El edema del miembro superior postmastectomía ha sido descrito como "la más desagradable y frecuente de las complicaciones no letales y la única con pérdida funcional para el miembro superior afectado". (Cordeiro A, 1986) Constituye un motivo de preocupación conocer las causas que producen este edema. Desde el momento que analizamos los factores de riesgo y tratamos de controlar su acción, directa o indirectamente, podemos mejorar y hasta apreciar con más calidad las medidas terapéuticas o curativas para calmar el sufrimiento en quienes lo padecen.

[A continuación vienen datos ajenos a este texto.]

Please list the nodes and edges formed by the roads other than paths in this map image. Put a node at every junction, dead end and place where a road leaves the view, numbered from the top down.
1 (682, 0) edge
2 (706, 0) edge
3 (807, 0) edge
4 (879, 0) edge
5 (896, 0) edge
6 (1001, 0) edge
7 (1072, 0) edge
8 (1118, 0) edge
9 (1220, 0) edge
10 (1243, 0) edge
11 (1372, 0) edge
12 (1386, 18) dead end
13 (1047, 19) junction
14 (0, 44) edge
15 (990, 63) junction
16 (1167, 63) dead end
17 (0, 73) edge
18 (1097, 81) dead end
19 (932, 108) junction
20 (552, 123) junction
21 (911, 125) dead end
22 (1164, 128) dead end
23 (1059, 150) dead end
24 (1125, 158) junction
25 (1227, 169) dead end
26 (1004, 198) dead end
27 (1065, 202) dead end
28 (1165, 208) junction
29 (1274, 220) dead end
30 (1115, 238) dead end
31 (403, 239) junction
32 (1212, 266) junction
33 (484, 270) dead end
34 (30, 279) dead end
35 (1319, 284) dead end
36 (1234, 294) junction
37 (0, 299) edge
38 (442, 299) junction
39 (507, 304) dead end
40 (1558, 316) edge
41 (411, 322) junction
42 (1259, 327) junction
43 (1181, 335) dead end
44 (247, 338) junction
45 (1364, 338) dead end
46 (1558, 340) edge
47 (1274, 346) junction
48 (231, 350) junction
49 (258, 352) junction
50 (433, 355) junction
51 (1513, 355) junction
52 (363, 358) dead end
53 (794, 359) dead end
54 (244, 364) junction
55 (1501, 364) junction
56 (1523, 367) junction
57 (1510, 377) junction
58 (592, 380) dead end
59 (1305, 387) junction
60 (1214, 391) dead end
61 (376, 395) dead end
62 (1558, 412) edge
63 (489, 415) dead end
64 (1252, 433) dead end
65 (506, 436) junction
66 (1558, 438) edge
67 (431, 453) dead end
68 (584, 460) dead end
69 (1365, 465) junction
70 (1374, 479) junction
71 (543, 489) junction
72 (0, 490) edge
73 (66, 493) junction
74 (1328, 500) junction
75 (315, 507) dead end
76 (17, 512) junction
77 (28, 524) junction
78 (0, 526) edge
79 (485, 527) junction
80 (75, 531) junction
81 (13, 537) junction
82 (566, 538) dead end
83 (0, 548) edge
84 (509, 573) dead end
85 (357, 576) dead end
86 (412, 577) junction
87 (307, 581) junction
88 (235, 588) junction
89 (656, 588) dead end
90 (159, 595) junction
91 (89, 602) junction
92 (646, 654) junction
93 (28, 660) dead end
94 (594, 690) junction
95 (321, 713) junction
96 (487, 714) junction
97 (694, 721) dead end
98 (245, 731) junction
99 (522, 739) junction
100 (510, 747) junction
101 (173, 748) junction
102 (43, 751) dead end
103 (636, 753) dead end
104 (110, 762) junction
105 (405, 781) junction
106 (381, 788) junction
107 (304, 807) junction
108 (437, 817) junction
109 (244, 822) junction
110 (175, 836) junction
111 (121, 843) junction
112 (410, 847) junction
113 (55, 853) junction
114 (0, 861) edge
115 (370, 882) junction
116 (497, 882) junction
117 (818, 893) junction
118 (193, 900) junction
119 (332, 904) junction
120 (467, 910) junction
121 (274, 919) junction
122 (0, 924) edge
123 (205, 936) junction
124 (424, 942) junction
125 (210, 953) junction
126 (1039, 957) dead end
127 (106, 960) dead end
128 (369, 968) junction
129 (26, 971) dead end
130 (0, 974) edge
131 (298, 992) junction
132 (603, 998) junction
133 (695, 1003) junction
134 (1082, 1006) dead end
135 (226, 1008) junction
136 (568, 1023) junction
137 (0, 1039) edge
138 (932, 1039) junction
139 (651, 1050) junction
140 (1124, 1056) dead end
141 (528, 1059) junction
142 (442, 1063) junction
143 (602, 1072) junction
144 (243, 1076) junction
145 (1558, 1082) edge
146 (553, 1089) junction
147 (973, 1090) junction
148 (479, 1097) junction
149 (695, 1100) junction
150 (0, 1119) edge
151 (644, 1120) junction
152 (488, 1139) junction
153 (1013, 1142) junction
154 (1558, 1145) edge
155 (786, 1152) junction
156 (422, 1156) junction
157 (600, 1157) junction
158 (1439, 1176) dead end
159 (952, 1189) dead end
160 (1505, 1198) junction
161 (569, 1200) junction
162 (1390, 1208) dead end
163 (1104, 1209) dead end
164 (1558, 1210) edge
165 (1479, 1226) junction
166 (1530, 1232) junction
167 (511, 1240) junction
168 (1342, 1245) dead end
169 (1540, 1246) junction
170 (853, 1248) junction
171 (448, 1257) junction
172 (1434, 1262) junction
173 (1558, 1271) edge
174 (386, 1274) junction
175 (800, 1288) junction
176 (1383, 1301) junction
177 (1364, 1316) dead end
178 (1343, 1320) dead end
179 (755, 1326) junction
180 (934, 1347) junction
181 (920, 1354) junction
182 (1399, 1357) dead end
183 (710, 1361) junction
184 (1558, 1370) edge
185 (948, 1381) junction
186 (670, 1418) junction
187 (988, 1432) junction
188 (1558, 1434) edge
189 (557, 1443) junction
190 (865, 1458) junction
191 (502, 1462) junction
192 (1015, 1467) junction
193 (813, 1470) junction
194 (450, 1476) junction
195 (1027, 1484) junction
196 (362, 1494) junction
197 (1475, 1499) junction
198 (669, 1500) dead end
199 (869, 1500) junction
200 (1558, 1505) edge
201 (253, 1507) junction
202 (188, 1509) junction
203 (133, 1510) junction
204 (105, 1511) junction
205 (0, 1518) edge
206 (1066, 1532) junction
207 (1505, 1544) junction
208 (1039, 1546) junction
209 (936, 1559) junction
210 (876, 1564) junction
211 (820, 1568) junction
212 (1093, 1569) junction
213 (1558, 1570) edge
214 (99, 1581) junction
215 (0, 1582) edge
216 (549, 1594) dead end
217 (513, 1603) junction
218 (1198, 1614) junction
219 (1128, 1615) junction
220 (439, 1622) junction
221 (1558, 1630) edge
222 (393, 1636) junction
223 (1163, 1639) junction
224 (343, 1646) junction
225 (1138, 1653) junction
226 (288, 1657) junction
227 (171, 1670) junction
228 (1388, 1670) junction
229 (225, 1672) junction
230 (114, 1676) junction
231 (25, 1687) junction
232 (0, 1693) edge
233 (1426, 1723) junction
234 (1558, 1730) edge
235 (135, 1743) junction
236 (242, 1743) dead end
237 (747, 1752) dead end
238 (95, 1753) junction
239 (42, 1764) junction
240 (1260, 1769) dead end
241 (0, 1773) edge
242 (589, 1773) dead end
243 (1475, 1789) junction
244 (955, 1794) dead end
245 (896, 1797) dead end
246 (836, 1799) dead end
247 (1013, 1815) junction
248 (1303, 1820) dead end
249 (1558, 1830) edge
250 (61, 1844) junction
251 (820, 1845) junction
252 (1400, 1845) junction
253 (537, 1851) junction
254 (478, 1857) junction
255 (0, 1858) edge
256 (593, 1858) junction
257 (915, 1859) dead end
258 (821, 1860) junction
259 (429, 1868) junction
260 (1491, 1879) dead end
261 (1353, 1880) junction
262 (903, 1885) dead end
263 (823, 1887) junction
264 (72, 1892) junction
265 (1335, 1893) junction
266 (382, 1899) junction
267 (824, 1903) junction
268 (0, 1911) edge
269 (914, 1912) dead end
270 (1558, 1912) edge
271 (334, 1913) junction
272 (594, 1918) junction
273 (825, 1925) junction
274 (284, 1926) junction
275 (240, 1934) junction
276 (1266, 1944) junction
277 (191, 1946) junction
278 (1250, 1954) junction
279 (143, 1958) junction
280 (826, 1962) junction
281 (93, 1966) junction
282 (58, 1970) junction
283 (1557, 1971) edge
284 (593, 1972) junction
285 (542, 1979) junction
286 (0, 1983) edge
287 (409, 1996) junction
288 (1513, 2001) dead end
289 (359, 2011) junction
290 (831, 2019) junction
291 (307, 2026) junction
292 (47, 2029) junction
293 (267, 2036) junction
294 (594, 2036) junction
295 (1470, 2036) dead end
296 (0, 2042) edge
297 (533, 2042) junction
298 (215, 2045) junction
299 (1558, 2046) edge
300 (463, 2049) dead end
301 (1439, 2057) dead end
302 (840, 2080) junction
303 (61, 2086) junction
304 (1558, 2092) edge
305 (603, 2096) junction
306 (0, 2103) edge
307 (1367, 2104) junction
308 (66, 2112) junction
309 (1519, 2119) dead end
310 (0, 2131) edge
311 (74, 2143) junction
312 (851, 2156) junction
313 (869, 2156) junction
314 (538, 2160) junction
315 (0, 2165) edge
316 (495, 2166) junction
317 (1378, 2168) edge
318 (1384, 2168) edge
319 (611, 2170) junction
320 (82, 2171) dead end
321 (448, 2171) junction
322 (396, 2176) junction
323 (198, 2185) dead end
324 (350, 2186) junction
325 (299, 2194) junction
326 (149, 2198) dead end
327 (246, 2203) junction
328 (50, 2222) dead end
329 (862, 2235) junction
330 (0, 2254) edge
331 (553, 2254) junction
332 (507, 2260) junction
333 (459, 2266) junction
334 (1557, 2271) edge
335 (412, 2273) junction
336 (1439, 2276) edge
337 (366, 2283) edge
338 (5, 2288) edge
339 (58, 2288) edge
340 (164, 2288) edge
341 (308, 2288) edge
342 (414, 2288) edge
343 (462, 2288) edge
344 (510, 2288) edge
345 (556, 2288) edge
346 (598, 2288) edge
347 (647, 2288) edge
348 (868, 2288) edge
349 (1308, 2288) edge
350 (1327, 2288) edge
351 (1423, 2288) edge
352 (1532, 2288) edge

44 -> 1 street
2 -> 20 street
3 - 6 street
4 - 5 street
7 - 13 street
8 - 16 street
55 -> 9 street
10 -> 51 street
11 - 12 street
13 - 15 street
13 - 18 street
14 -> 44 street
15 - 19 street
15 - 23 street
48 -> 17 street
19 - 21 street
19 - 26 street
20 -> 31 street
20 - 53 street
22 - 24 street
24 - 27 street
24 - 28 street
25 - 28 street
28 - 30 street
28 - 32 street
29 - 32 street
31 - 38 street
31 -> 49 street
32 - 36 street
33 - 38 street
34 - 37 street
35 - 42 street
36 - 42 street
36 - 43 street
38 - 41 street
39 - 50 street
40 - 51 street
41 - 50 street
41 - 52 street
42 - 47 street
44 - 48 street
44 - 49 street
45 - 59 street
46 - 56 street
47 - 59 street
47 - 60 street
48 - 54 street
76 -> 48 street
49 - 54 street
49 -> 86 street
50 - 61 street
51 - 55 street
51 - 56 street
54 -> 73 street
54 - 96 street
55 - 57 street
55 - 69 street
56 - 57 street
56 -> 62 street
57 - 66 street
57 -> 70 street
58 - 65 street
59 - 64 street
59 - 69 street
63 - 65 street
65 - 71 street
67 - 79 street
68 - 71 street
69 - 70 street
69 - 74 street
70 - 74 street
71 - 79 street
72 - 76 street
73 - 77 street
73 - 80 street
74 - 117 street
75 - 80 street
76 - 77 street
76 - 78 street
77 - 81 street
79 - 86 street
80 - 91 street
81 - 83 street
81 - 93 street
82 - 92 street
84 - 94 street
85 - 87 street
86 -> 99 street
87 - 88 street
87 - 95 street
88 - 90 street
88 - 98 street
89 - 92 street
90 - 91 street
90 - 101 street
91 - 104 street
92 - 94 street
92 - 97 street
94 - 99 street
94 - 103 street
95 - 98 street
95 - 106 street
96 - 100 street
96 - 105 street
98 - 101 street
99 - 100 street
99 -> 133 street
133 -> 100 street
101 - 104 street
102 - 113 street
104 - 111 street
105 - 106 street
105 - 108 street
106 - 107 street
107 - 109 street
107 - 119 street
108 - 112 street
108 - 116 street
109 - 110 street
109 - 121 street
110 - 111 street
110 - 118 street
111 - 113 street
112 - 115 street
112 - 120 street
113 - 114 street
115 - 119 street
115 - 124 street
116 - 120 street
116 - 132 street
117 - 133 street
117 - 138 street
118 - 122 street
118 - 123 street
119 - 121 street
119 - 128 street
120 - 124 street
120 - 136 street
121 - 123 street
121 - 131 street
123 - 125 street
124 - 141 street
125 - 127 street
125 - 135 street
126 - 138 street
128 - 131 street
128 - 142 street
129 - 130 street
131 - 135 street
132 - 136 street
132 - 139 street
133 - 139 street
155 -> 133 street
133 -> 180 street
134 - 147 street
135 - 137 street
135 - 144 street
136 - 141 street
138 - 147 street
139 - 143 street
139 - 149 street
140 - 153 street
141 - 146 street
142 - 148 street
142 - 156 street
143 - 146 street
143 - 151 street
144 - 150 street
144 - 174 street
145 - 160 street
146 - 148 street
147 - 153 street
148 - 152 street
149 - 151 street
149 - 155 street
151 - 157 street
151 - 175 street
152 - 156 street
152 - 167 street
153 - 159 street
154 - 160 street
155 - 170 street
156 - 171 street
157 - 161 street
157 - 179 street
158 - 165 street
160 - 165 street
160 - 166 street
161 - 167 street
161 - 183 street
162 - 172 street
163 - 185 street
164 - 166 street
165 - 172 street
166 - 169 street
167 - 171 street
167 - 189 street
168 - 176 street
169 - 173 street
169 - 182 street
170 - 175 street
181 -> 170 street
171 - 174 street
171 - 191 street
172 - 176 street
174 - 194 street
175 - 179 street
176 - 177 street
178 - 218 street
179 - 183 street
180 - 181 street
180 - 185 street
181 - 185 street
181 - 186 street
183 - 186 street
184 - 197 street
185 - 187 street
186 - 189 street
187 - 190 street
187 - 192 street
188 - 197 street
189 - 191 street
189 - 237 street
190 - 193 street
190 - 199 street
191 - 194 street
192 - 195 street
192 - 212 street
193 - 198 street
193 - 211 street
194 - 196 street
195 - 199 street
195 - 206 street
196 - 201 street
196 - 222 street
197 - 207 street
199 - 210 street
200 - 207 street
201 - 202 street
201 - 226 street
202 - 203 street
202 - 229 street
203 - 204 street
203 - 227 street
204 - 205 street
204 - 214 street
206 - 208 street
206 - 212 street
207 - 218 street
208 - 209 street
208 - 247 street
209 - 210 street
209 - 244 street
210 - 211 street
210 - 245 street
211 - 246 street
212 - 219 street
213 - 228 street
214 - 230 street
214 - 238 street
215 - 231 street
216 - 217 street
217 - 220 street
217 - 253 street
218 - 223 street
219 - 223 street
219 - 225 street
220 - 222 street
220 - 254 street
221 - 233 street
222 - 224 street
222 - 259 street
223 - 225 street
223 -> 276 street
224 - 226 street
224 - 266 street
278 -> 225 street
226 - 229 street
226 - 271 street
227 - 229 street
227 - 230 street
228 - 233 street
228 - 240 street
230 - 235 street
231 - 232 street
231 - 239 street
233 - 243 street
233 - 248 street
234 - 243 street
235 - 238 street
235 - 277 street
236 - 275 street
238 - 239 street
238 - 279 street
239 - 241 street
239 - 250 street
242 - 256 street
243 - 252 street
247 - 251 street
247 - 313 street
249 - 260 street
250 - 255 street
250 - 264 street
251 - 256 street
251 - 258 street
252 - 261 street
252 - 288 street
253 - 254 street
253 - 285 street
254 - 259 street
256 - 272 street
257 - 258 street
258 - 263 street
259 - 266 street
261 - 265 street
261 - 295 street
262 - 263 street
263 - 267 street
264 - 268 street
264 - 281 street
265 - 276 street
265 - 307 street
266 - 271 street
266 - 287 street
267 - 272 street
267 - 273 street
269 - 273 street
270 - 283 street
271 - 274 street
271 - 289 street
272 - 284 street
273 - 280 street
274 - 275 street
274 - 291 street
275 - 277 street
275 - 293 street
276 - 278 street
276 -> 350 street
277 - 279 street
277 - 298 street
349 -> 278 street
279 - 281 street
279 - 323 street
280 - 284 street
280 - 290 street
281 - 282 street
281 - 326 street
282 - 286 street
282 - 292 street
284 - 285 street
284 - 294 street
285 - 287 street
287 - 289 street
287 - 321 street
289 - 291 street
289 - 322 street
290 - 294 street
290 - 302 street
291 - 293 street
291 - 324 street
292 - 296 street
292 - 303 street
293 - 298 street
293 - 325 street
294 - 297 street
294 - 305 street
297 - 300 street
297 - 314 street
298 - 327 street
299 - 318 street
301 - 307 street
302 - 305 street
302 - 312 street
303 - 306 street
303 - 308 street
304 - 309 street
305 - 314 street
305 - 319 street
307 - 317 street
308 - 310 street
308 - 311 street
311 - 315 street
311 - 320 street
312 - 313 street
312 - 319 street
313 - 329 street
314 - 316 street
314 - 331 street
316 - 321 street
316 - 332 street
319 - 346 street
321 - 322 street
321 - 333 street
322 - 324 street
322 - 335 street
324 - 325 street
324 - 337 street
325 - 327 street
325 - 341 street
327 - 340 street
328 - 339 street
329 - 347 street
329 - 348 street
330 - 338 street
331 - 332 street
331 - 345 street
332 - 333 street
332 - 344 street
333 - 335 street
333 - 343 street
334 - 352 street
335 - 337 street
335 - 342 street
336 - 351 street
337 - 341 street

La incidencia del linfedema varía en los informes debido a discrepancias en su definición y medida y a que el momento de evaluación postratamiento de esta complicación es diferente en cada paciente. (Burstein H, 2000) La incidencia también varía dependiendo del tratamiento y el miembro afectado. Teniendo en cuenta estas aclaraciones, parece que hay una incidencia general de edema del brazo del 26% después de la terapia para el cáncer de mama (Erickson VS, 2001). En una encuesta entre 1151 mujeres tratadas con radiación para el cáncer de mama, se informó de la existencia de linfedema en 23% de ellas entre los 0 y 2 años después del tratamiento y en 45%, 15 años o más después del tratamiento. Entre las pacientes de cáncer de mama tratadas solamente con cirugía, la preponderancia aumentó de 20% entre los 0 y 2 años a 30% después de pasados 15 años de la cirugía. (Mortimer PS, 1997). En un estudio con 744 pacientes con cáncer de mama, se encontró que los pacientes con linfedema tenían desajustes en cuanto a la calidad de vida, este hallazgo se llevó a cabo mediante el uso del cuestionario C-30 (QOL) de la Organización Europea para el Tratamiento e Investigación del Cáncer (European Organization for Research and Treatment of Cancer [EORTC, por sus siglas en inglés]) (Kwan W, 2002).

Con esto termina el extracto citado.